◆ WHAT IS REQUIRED
Using the data below, repeat all of it precisely.
(TASK INPUTS)
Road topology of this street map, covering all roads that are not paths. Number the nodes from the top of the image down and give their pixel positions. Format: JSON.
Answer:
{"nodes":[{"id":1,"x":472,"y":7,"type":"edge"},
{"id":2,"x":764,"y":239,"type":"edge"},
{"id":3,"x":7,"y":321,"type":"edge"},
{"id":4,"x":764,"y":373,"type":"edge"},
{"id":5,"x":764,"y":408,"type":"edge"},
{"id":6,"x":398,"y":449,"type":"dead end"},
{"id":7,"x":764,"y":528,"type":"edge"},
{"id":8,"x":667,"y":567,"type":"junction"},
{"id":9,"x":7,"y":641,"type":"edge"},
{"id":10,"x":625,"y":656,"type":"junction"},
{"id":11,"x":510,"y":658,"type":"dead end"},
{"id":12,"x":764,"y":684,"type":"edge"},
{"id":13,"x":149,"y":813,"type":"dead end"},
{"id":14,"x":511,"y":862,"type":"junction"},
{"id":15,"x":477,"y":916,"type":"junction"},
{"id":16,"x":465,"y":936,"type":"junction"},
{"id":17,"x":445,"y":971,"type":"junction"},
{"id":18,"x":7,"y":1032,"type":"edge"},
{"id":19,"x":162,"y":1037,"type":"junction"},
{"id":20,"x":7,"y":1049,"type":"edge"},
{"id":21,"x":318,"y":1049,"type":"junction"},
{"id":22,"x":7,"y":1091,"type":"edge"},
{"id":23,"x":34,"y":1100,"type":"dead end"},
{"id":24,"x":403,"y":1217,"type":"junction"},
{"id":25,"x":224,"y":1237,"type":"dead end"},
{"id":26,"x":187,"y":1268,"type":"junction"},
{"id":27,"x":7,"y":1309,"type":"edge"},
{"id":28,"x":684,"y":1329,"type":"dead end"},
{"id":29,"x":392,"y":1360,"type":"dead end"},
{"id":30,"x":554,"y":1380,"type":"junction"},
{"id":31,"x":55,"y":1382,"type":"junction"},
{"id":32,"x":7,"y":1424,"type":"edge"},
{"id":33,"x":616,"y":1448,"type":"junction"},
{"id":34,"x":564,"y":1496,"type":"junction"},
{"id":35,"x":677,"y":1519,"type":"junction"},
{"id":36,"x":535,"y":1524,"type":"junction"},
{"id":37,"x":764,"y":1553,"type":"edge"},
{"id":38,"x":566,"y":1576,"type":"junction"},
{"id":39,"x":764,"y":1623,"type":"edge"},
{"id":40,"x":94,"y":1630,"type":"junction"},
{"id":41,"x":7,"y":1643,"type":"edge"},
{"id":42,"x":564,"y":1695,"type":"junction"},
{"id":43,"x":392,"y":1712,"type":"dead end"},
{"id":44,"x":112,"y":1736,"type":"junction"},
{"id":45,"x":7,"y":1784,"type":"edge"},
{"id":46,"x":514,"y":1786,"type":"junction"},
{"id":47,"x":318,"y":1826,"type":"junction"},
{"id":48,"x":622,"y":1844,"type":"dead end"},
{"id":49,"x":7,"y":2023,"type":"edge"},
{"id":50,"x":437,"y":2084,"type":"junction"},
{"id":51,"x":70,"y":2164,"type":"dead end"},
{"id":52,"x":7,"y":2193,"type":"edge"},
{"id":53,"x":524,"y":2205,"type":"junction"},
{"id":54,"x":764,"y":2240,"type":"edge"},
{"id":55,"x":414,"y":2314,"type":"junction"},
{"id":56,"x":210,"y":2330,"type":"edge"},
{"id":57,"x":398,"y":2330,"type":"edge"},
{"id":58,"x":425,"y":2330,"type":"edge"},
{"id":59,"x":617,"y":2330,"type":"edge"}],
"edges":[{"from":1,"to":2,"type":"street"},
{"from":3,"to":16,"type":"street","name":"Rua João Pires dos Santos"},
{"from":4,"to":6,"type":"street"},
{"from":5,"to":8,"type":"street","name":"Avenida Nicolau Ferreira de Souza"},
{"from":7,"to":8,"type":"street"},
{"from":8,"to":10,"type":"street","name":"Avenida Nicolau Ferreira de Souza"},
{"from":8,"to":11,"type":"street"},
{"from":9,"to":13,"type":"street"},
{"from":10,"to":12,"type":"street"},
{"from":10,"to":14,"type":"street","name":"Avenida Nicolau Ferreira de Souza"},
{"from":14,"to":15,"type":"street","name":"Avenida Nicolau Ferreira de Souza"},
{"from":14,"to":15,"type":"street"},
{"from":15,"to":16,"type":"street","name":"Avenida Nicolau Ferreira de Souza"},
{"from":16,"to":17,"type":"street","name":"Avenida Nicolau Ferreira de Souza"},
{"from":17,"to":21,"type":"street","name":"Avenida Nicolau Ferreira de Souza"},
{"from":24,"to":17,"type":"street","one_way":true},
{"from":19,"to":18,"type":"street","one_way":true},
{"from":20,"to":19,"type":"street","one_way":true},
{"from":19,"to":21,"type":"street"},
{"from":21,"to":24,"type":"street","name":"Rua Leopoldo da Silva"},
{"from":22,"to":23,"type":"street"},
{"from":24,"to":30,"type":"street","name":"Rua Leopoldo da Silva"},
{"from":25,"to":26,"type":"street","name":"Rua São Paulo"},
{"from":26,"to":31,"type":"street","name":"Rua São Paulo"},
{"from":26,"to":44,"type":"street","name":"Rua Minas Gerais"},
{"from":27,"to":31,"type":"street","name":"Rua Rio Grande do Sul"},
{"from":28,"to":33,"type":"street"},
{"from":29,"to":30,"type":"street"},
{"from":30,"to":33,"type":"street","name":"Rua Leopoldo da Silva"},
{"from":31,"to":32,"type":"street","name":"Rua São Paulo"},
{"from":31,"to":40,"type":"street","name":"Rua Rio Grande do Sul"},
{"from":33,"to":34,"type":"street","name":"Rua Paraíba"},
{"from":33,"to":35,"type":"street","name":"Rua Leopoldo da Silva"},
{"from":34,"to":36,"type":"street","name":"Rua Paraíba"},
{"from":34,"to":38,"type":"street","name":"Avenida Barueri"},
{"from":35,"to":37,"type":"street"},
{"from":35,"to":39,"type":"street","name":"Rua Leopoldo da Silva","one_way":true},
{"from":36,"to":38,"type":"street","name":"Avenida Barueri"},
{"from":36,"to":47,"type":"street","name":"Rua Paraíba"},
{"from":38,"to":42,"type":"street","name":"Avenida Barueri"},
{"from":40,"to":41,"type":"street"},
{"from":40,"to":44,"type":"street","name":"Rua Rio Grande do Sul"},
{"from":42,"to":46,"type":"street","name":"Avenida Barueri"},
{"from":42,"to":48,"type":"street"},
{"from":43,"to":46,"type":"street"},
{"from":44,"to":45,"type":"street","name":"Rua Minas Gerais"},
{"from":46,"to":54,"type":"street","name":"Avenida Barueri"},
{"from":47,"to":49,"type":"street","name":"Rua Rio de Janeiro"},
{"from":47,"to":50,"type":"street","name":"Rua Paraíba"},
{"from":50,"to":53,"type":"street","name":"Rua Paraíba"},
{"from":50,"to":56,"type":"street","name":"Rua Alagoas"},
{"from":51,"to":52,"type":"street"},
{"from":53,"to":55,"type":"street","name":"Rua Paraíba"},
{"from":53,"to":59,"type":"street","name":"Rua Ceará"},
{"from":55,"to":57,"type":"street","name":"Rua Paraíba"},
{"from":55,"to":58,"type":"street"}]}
(End TASK INPUTS)
◆ TASK ANSWER
Road topology of this street map, covering all roads that are not paths. Number the nodes from the top of the image down and give their pixel positions. Format: JSON.
Answer:
{"nodes":[{"id":1,"x":472,"y":7,"type":"edge"},
{"id":2,"x":764,"y":239,"type":"edge"},
{"id":3,"x":7,"y":321,"type":"edge"},
{"id":4,"x":764,"y":373,"type":"edge"},
{"id":5,"x":764,"y":408,"type":"edge"},
{"id":6,"x":398,"y":449,"type":"dead end"},
{"id":7,"x":764,"y":528,"type":"edge"},
{"id":8,"x":667,"y":567,"type":"junction"},
{"id":9,"x":7,"y":641,"type":"edge"},
{"id":10,"x":625,"y":656,"type":"junction"},
{"id":11,"x":510,"y":658,"type":"dead end"},
{"id":12,"x":764,"y":684,"type":"edge"},
{"id":13,"x":149,"y":813,"type":"dead end"},
{"id":14,"x":511,"y":862,"type":"junction"},
{"id":15,"x":477,"y":916,"type":"junction"},
{"id":16,"x":465,"y":936,"type":"junction"},
{"id":17,"x":445,"y":971,"type":"junction"},
{"id":18,"x":7,"y":1032,"type":"edge"},
{"id":19,"x":162,"y":1037,"type":"junction"},
{"id":20,"x":7,"y":1049,"type":"edge"},
{"id":21,"x":318,"y":1049,"type":"junction"},
{"id":22,"x":7,"y":1091,"type":"edge"},
{"id":23,"x":34,"y":1100,"type":"dead end"},
{"id":24,"x":403,"y":1217,"type":"junction"},
{"id":25,"x":224,"y":1237,"type":"dead end"},
{"id":26,"x":187,"y":1268,"type":"junction"},
{"id":27,"x":7,"y":1309,"type":"edge"},
{"id":28,"x":684,"y":1329,"type":"dead end"},
{"id":29,"x":392,"y":1360,"type":"dead end"},
{"id":30,"x":554,"y":1380,"type":"junction"},
{"id":31,"x":55,"y":1382,"type":"junction"},
{"id":32,"x":7,"y":1424,"type":"edge"},
{"id":33,"x":616,"y":1448,"type":"junction"},
{"id":34,"x":564,"y":1496,"type":"junction"},
{"id":35,"x":677,"y":1519,"type":"junction"},
{"id":36,"x":535,"y":1524,"type":"junction"},
{"id":37,"x":764,"y":1553,"type":"edge"},
{"id":38,"x":566,"y":1576,"type":"junction"},
{"id":39,"x":764,"y":1623,"type":"edge"},
{"id":40,"x":94,"y":1630,"type":"junction"},
{"id":41,"x":7,"y":1643,"type":"edge"},
{"id":42,"x":564,"y":1695,"type":"junction"},
{"id":43,"x":392,"y":1712,"type":"dead end"},
{"id":44,"x":112,"y":1736,"type":"junction"},
{"id":45,"x":7,"y":1784,"type":"edge"},
{"id":46,"x":514,"y":1786,"type":"junction"},
{"id":47,"x":318,"y":1826,"type":"junction"},
{"id":48,"x":622,"y":1844,"type":"dead end"},
{"id":49,"x":7,"y":2023,"type":"edge"},
{"id":50,"x":437,"y":2084,"type":"junction"},
{"id":51,"x":70,"y":2164,"type":"dead end"},
{"id":52,"x":7,"y":2193,"type":"edge"},
{"id":53,"x":524,"y":2205,"type":"junction"},
{"id":54,"x":764,"y":2240,"type":"edge"},
{"id":55,"x":414,"y":2314,"type":"junction"},
{"id":56,"x":210,"y":2330,"type":"edge"},
{"id":57,"x":398,"y":2330,"type":"edge"},
{"id":58,"x":425,"y":2330,"type":"edge"},
{"id":59,"x":617,"y":2330,"type":"edge"}],
"edges":[{"from":1,"to":2,"type":"street"},
{"from":3,"to":16,"type":"street","name":"Rua João Pires dos Santos"},
{"from":4,"to":6,"type":"street"},
{"from":5,"to":8,"type":"street","name":"Avenida Nicolau Ferreira de Souza"},
{"from":7,"to":8,"type":"street"},
{"from":8,"to":10,"type":"street","name":"Avenida Nicolau Ferreira de Souza"},
{"from":8,"to":11,"type":"street"},
{"from":9,"to":13,"type":"street"},
{"from":10,"to":12,"type":"street"},
{"from":10,"to":14,"type":"street","name":"Avenida Nicolau Ferreira de Souza"},
{"from":14,"to":15,"type":"street","name":"Avenida Nicolau Ferreira de Souza"},
{"from":14,"to":15,"type":"street"},
{"from":15,"to":16,"type":"street","name":"Avenida Nicolau Ferreira de Souza"},
{"from":16,"to":17,"type":"street","name":"Avenida Nicolau Ferreira de Souza"},
{"from":17,"to":21,"type":"street","name":"Avenida Nicolau Ferreira de Souza"},
{"from":24,"to":17,"type":"street","one_way":true},
{"from":19,"to":18,"type":"street","one_way":true},
{"from":20,"to":19,"type":"street","one_way":true},
{"from":19,"to":21,"type":"street"},
{"from":21,"to":24,"type":"street","name":"Rua Leopoldo da Silva"},
{"from":22,"to":23,"type":"street"},
{"from":24,"to":30,"type":"street","name":"Rua Leopoldo da Silva"},
{"from":25,"to":26,"type":"street","name":"Rua São Paulo"},
{"from":26,"to":31,"type":"street","name":"Rua São Paulo"},
{"from":26,"to":44,"type":"street","name":"Rua Minas Gerais"},
{"from":27,"to":31,"type":"street","name":"Rua Rio Grande do Sul"},
{"from":28,"to":33,"type":"street"},
{"from":29,"to":30,"type":"street"},
{"from":30,"to":33,"type":"street","name":"Rua Leopoldo da Silva"},
{"from":31,"to":32,"type":"street","name":"Rua São Paulo"},
{"from":31,"to":40,"type":"street","name":"Rua Rio Grande do Sul"},
{"from":33,"to":34,"type":"street","name":"Rua Paraíba"},
{"from":33,"to":35,"type":"street","name":"Rua Leopoldo da Silva"},
{"from":34,"to":36,"type":"street","name":"Rua Paraíba"},
{"from":34,"to":38,"type":"street","name":"Avenida Barueri"},
{"from":35,"to":37,"type":"street"},
{"from":35,"to":39,"type":"street","name":"Rua Leopoldo da Silva","one_way":true},
{"from":36,"to":38,"type":"street","name":"Avenida Barueri"},
{"from":36,"to":47,"type":"street","name":"Rua Paraíba"},
{"from":38,"to":42,"type":"street","name":"Avenida Barueri"},
{"from":40,"to":41,"type":"street"},
{"from":40,"to":44,"type":"street","name":"Rua Rio Grande do Sul"},
{"from":42,"to":46,"type":"street","name":"Avenida Barueri"},
{"from":42,"to":48,"type":"street"},
{"from":43,"to":46,"type":"street"},
{"from":44,"to":45,"type":"street","name":"Rua Minas Gerais"},
{"from":46,"to":54,"type":"street","name":"Avenida Barueri"},
{"from":47,"to":49,"type":"street","name":"Rua Rio de Janeiro"},
{"from":47,"to":50,"type":"street","name":"Rua Paraíba"},
{"from":50,"to":53,"type":"street","name":"Rua Paraíba"},
{"from":50,"to":56,"type":"street","name":"Rua Alagoas"},
{"from":51,"to":52,"type":"street"},
{"from":53,"to":55,"type":"street","name":"Rua Paraíba"},
{"from":53,"to":59,"type":"street","name":"Rua Ceará"},
{"from":55,"to":57,"type":"street","name":"Rua Paraíba"},
{"from":55,"to":58,"type":"street"}]}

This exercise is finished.